=== Provided records ===

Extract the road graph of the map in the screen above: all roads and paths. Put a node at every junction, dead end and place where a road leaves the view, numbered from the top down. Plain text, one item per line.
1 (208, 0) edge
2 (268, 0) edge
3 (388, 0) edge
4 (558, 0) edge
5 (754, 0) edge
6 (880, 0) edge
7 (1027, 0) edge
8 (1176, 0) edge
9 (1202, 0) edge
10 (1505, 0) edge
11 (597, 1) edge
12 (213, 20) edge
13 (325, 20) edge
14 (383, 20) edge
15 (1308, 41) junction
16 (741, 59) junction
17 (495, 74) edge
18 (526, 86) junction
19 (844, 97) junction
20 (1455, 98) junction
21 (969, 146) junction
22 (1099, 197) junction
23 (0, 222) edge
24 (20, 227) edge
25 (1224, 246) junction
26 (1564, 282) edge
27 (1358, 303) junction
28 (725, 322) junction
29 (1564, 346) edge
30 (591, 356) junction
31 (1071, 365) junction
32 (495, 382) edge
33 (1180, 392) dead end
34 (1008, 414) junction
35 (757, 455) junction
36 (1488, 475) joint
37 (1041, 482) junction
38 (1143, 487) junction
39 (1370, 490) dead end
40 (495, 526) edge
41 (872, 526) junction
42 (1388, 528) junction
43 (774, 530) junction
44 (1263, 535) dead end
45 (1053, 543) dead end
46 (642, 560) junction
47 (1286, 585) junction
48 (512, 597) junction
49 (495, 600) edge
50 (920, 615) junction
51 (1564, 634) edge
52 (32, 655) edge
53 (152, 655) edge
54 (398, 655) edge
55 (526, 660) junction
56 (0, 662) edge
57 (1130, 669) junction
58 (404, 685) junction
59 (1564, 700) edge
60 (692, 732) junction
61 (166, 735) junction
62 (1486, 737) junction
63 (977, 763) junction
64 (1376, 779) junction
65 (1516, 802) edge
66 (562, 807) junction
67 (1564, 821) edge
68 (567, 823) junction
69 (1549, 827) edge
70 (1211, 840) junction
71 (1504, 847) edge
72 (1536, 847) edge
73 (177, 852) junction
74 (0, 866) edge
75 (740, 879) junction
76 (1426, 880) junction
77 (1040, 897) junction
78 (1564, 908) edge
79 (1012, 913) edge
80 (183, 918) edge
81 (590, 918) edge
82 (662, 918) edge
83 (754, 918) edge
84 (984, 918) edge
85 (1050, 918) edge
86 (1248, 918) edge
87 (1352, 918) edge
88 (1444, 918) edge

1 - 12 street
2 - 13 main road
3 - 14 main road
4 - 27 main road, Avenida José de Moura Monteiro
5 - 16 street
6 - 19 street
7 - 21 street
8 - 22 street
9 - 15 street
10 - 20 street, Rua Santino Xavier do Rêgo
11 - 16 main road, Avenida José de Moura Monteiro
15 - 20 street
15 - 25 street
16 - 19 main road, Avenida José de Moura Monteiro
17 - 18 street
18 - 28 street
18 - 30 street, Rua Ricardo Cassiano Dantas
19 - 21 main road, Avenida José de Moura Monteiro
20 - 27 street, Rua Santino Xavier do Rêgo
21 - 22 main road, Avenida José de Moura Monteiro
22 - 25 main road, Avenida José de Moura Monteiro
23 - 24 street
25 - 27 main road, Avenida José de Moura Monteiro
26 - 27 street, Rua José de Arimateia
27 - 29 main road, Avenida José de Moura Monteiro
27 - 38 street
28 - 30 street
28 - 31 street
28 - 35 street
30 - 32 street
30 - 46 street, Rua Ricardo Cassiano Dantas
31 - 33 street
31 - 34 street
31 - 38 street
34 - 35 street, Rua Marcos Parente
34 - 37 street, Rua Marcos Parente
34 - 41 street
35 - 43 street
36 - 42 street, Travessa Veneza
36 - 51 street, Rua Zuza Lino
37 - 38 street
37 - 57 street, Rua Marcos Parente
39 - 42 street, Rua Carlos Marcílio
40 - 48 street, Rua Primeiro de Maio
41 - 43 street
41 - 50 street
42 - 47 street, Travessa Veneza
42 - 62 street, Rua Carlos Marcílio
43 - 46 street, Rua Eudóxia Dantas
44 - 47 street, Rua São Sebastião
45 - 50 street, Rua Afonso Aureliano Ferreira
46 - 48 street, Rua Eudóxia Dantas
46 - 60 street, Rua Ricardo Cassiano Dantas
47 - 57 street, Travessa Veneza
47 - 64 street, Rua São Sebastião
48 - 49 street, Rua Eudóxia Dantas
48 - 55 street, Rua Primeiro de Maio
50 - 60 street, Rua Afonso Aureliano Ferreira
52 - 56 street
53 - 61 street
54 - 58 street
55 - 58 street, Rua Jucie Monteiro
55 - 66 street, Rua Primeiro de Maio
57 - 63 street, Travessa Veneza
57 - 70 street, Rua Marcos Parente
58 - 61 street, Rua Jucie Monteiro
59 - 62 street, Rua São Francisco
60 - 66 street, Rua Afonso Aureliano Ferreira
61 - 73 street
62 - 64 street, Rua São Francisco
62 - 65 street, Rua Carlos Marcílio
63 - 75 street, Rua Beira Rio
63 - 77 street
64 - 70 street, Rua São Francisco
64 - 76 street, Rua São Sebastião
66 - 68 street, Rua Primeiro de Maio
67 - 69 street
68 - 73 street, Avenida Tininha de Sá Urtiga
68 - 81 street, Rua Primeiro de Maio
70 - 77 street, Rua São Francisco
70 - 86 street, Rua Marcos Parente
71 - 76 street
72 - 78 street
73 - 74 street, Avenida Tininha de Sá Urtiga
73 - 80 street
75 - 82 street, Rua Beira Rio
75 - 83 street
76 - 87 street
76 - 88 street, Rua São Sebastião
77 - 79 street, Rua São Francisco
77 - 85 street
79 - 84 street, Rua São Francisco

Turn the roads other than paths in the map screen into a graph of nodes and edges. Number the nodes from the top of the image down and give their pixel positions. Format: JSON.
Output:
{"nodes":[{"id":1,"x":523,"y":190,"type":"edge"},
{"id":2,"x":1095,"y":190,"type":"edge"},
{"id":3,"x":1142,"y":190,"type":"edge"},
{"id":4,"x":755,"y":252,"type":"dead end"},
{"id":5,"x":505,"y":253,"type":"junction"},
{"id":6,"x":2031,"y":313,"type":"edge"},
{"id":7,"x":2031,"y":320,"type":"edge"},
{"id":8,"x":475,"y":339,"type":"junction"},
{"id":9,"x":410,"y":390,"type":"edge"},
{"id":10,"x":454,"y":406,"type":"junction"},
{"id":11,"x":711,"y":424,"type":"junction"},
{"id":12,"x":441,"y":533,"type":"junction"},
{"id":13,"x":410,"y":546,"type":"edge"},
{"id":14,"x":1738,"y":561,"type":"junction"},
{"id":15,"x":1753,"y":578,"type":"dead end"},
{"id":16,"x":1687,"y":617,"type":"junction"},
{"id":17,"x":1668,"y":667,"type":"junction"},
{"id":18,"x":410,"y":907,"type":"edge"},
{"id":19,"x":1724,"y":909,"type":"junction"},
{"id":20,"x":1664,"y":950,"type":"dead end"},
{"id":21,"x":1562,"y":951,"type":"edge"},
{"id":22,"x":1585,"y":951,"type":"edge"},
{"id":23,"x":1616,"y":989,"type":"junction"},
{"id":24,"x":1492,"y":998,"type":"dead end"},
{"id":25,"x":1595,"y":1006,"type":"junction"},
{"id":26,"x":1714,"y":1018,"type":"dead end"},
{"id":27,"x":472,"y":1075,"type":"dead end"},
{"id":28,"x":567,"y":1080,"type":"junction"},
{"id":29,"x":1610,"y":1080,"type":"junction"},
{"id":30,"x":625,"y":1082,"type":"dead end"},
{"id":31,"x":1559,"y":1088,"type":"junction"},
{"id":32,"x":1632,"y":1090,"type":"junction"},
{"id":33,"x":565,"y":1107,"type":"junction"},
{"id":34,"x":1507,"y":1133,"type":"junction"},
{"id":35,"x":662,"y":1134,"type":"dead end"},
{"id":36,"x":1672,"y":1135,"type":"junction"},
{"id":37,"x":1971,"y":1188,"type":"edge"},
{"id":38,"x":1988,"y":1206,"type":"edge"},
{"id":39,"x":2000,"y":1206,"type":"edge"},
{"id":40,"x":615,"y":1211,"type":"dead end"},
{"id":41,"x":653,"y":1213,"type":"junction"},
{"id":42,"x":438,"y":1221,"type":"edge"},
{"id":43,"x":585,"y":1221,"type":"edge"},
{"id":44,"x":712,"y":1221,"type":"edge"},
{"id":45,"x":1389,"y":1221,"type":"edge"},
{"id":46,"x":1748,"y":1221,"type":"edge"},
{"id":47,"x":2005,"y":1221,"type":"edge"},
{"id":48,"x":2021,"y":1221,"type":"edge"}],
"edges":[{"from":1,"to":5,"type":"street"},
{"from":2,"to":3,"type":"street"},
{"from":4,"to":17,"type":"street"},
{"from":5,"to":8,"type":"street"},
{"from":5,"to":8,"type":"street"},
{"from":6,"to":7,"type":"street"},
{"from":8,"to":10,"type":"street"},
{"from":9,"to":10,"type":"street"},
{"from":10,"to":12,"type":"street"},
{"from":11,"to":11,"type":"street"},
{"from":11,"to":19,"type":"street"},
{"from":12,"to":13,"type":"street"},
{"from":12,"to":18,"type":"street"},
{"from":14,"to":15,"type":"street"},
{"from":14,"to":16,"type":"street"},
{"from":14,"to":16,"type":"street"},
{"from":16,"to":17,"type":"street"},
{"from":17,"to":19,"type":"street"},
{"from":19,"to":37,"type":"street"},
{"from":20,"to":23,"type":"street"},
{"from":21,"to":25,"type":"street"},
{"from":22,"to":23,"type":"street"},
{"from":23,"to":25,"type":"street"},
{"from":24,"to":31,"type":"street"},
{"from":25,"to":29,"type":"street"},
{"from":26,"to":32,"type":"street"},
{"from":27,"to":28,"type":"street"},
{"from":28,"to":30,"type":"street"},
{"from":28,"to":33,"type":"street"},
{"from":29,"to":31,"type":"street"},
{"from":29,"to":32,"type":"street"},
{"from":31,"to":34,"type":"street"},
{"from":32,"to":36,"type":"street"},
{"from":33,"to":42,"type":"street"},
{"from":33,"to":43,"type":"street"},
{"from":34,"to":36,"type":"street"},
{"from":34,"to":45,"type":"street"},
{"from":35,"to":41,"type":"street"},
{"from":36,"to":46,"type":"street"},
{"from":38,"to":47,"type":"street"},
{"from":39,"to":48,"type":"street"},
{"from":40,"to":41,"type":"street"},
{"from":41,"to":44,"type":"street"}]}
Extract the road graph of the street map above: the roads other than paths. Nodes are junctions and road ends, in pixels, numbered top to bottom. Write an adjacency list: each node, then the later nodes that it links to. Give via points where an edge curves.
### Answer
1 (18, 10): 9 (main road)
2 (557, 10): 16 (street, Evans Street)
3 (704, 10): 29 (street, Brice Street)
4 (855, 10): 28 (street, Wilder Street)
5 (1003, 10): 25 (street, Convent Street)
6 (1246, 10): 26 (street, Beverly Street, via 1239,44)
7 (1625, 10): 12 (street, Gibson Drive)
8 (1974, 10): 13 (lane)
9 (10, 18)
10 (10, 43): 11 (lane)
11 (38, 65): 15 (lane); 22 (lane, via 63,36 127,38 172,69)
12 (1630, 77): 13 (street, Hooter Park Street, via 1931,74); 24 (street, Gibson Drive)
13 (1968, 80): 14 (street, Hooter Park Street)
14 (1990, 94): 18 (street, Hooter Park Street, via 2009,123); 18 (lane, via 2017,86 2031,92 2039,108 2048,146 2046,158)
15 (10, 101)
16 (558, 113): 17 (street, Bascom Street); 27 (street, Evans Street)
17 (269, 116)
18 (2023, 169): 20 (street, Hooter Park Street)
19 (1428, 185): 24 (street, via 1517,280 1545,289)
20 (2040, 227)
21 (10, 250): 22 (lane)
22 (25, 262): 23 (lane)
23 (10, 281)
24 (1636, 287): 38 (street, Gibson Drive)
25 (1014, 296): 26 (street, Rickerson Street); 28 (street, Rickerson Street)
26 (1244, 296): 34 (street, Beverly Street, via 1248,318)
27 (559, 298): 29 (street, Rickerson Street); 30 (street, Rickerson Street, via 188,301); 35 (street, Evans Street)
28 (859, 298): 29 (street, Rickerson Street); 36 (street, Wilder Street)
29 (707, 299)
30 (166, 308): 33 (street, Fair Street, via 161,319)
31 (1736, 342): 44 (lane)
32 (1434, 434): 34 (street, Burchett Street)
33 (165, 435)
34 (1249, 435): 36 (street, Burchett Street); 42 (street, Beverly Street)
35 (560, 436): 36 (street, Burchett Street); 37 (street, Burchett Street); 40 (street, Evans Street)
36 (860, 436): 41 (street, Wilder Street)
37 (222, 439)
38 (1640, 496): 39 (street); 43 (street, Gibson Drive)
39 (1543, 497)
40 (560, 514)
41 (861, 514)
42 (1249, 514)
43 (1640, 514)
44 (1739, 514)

===

• **What the exercise asks**:
Lines that hold the word "Park" are the ones to copy from the entries above.

• **Written response**:
12 (1630, 77): 13 (street, Hooter Park Street, via 1931,74); 24 (street, Gibson Drive)
13 (1968, 80): 14 (street, Hooter Park Street)
14 (1990, 94): 18 (street, Hooter Park Street, via 2009,123); 18 (lane, via 2017,86 2031,92 2039,108 2048,146 2046,158)
18 (2023, 169): 20 (street, Hooter Park Street)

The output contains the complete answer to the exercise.